* **Problem to work on**
Copy every line from the records below that carries the word "проспект".

* **Available data**
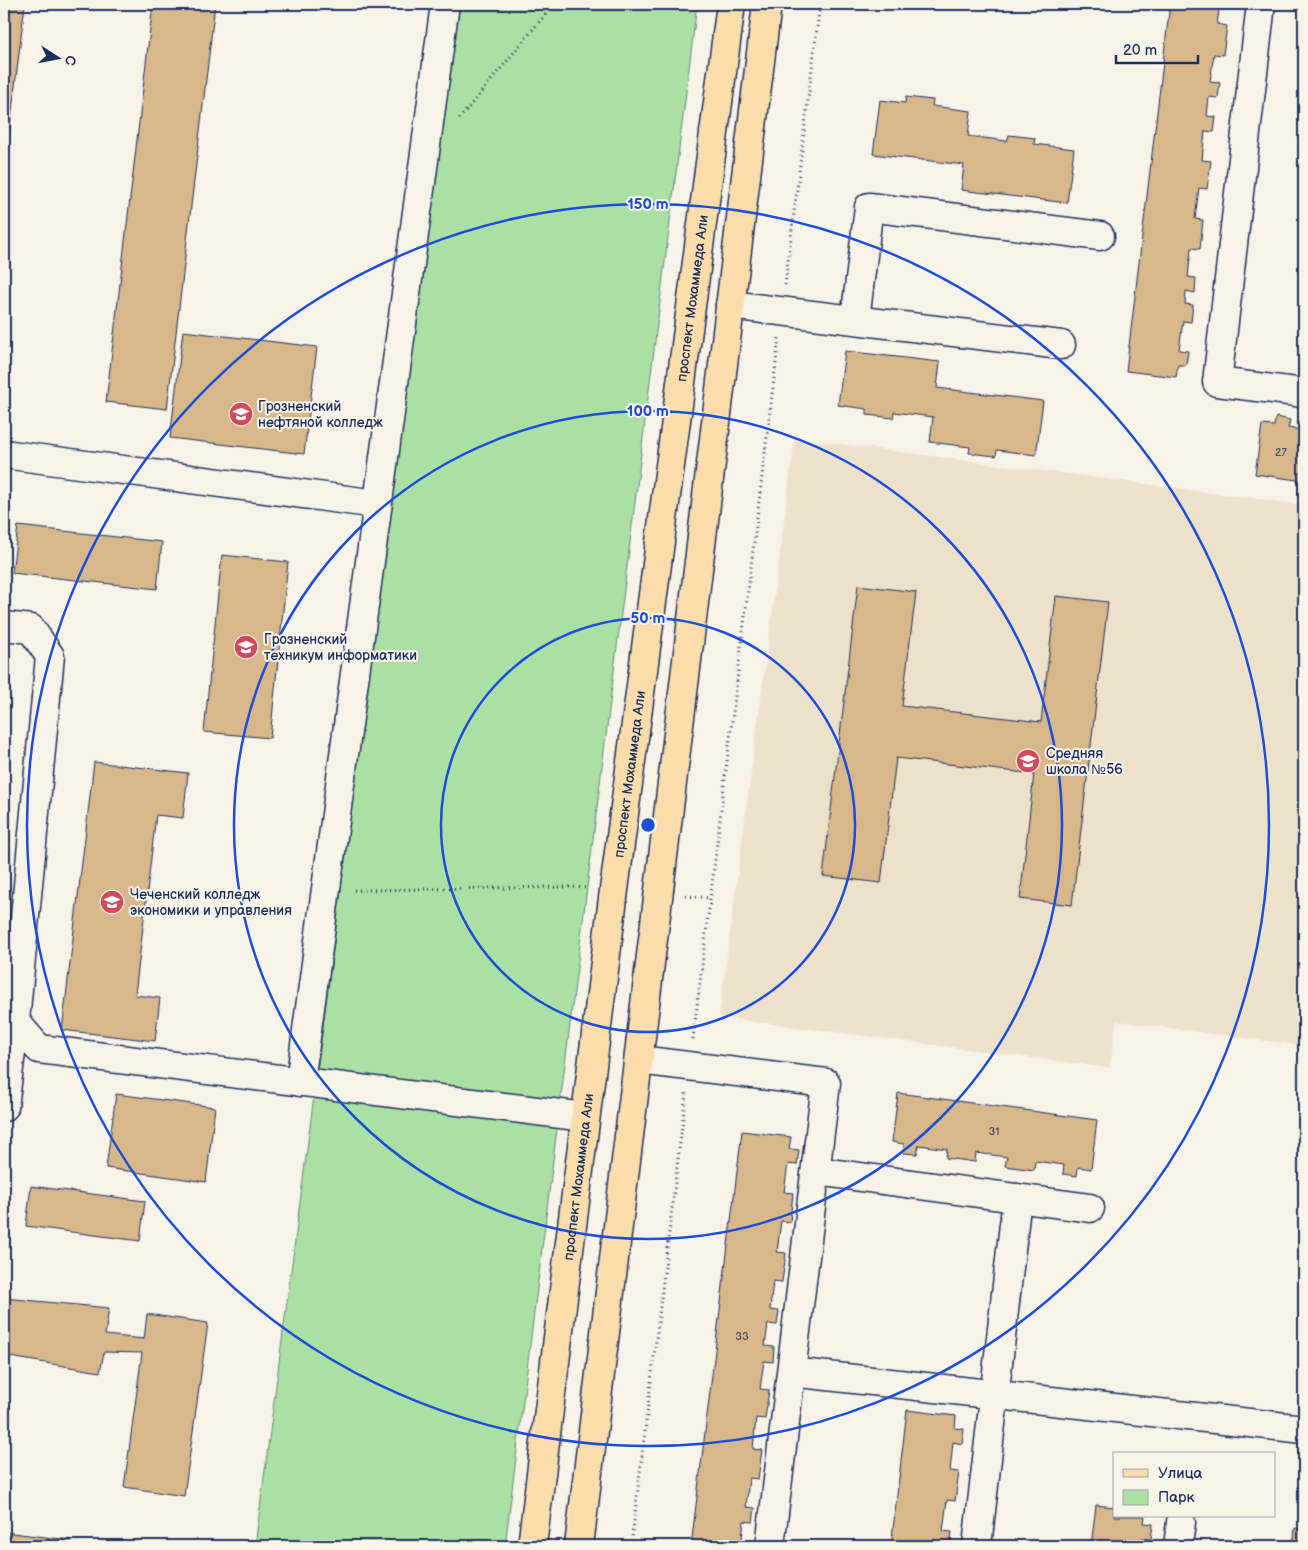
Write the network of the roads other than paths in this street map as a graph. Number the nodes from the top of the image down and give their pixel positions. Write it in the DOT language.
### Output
graph roads {
  1 [pos="445,4"];
  2 [pos="730,4"];
  3 [pos="767,4"];
  4 [pos="1261,4"];
  5 [pos="1100,236"];
  6 [pos="730,305"];
  7 [pos="855,320"];
  8 [pos="1061,345"];
  9 [pos="1304,393"];
  10 [pos="4,454"];
  11 [pos="378,504"];
  12 [pos="4,626"];
  13 [pos="15,1021"];
  14 [pos="639,1060"];
  15 [pos="300,1082"];
  16 [pos="4,1107"];
  17 [pos="585,1117"];
  18 [pos="816,1171"];
  19 [pos="1017,1198"];
  20 [pos="1090,1208"];
  21 [pos="791,1372"];
  22 [pos="995,1394"];
  23 [pos="1304,1429"];
  24 [pos="532,1546"];
  25 [pos="579,1546"];
  26 [pos="770,1546"];
  27 [pos="977,1546"];
  1 -- 11 [label="street"];
  2 -- 17 [label="main road, проспект Мохаммеда Али"];
  3 -- 6 [label="main road"];
  4 -- 9 [label="street"];
  5 -- 7 [label="street"];
  6 -- 7 [label="street"];
  6 -- 14 [label="main road"];
  7 -- 8 [label="street"];
  10 -- 11 [label="street"];
  11 -- 15 [label="street"];
  12 -- 13 [label="street"];
  13 -- 15 [label="street"];
  13 -- 16 [label="street"];
  14 -- 18 [label="street"];
  14 -- 25 [label="main road"];
  15 -- 17 [label="street"];
  17 -- 24 [label="main road, проспект Мохаммеда Али"];
  18 -- 19 [label="street"];
  18 -- 21 [label="street"];
  19 -- 20 [label="street"];
  19 -- 22 [label="street"];
  21 -- 22 [label="street"];
  21 -- 26 [label="street"];
  22 -- 23 [label="street"];
  22 -- 27 [label="street"];
}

* **Problem solution**
  2 -- 17 [label="main road, проспект Мохаммеда Али"];
  17 -- 24 [label="main road, проспект Мохаммеда Али"];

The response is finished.